As of December 31, 2022, we have available to us $24,927 of cash on our balance sheet and a working capital of $13,259,991.
The
Company’s management has broad discretion with respect to the specific application of the net proceeds of the IPO
and the sale of the Private Placement Units, although substantially all of the net proceeds are intended to be applied generally toward
consummating a Business Combination. NASDAQ rules provide that the Business Combination must be with one or more target businesses that
together have a fair market value equal to at least 80% of the balance in the Trust Account (less any deferred underwriting commissions
and taxes payable on interest earned on the Trust Account) at the time of the signing of a definitive agreement to enter a Business Combination.

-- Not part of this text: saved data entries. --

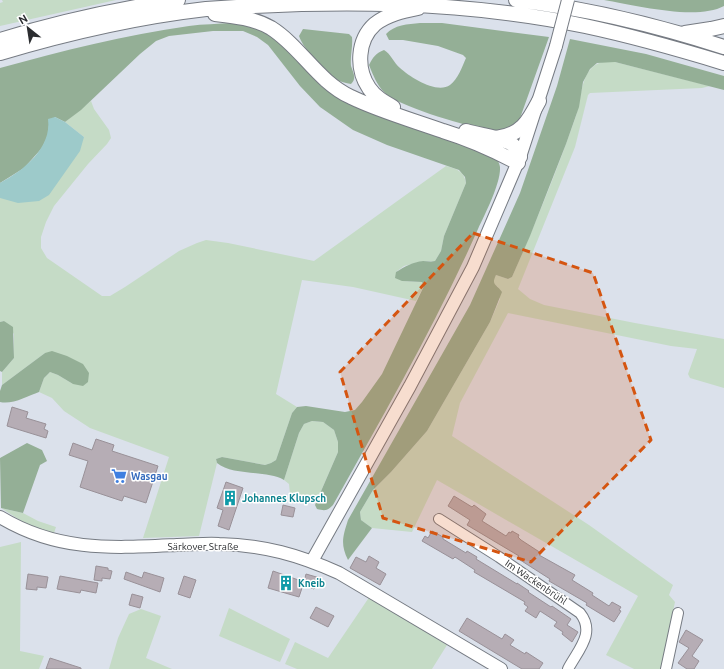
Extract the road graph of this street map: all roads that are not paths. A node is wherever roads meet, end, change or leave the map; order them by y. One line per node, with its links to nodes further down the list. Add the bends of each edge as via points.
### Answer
1 (178, 0): 8 (highway, via 78,18)
2 (516, 0): 7 (highway, via 588,12)
3 (568, 0): 12 (main road, bridge)
4 (432, 4): 5 (highway, via 372,1 268,3); 11 (highway, via 523,15 583,26 671,47); 13 (highway, via 390,16 372,27 360,52 366,83 379,99 394,107 447,126)
5 (186, 12): 10 (highway, via 80,31); 14 (highway, via 236,17 269,27 283,37 333,86 350,97)
6 (724, 26): 7 (highway)
7 (678, 34): 9 (highway)
8 (0, 40)
9 (724, 47)
10 (0, 53)
11 (724, 63)
12 (539, 101): 13 (highway, via 520,129 508,136); 14 (main road)
13 (496, 138): 14 (highway, via 512,144 518,151)
14 (519, 160): 17 (main road, via 459,295)
15 (0, 519): 17 (main road, Särkover Straße, via 44,538 67,543 99,547 238,545 272,549)
16 (439, 519): 20 (street, Im Wackenbrühl, via 580,613 587,624 586,636)
17 (312, 561): 19 (main road, Särkover Straße, via 339,573)
18 (678, 613): 21 (street)
19 (501, 669)
20 (568, 669)
21 (666, 669)

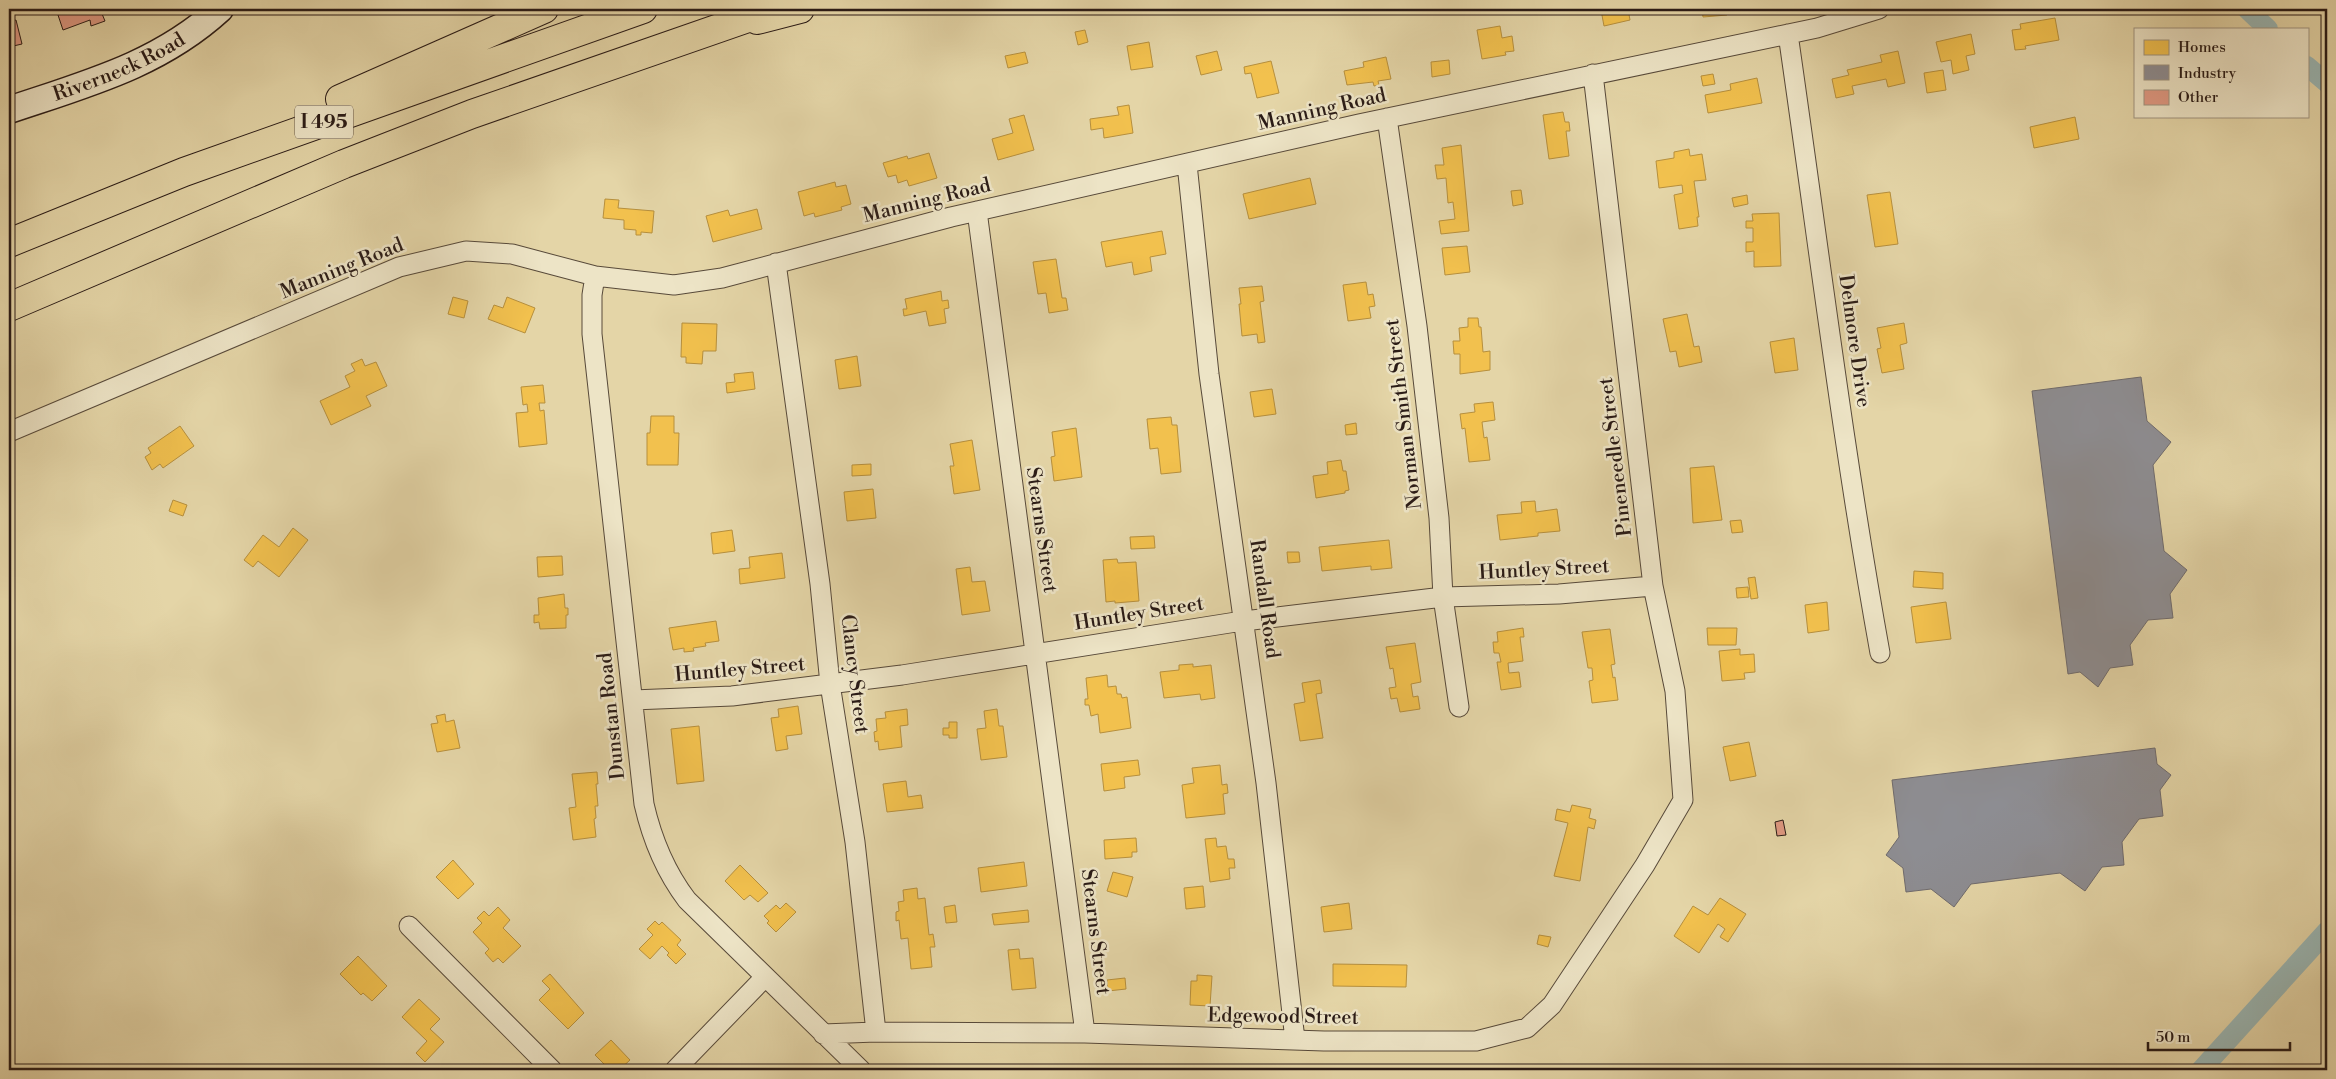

The Company will only complete a Business Combination if the post-Business Combination company owns or acquires 50% or more of the outstanding
voting securities of the target or otherwise acquires a controlling interest in the target sufficient for it not to be required to register
as an investment company under the Investment Company Act. There is no assurance that the Company will be able to successfully effect
a Business Combination.
The
Company will provide its holders of the outstanding Public Shares (the “public stockholders”) with the opportunity to redeem
all or a portion of their Public Shares upon the completion of a Business Combination either (i) in connection with a stockholder meeting
called to approve the Business Combination or (ii) by means of a tender offer. In connection with a proposed Business Combination, the
Company may seek stockholder approval of a Business Combination at a meeting called for such purpose at which stockholders may seek to
redeem their shares, regardless of whether they vote for or against a Business Combination. The Company will proceed with a Business
Combination only if the Company has net tangible assets of at least $5,000,001 either immediately prior to or upon such consummation
of a Business Combination and, if the Company seeks stockholder approval, a majority of the outstanding shares voted are voted in favor
of the Business Combination.
On
August 15, 2022, the Company’s Sponsor has deposited into the Company’s trust account $575,000 (representing $0.10 per public
share) to extend the period of time it has to consummate its initial business combination by three months from August 16, 2022 to November
16, 2022 (the “Extension”). On November 16, 2022, the Company’s Sponsor has further deposited into the Company’s
trust account $575,000 (representing $0.10 per public share) to extend the period of time it has to consummate its initial business combination
by three months from November 16, 2022 to February 16, 2023 (the “Extension”). On December 30, 2022, the Company
held a special meeting of its stockholders (the “Special Meeting”). At the Special Meeting, the Company’s stockholders
approved an amendment to the Company’s Amended and Restated Certificate of Incorporation giving the Company the right to extend
the date by which the Company must (i) consummate a merger, capital stock exchange, asset acquisition, stock purchase, reorganization
or similar business combination involving the Company and one or more businesses (a “Business Combination”), (ii) cease its
operations if it fails to complete such business combination, and (iii) redeem or repurchase 100% of the Company’s Class A common
stock included as part of the units sold in the Company’s Initial Public Offering that closed on August 16, 2021 (the “IPO”)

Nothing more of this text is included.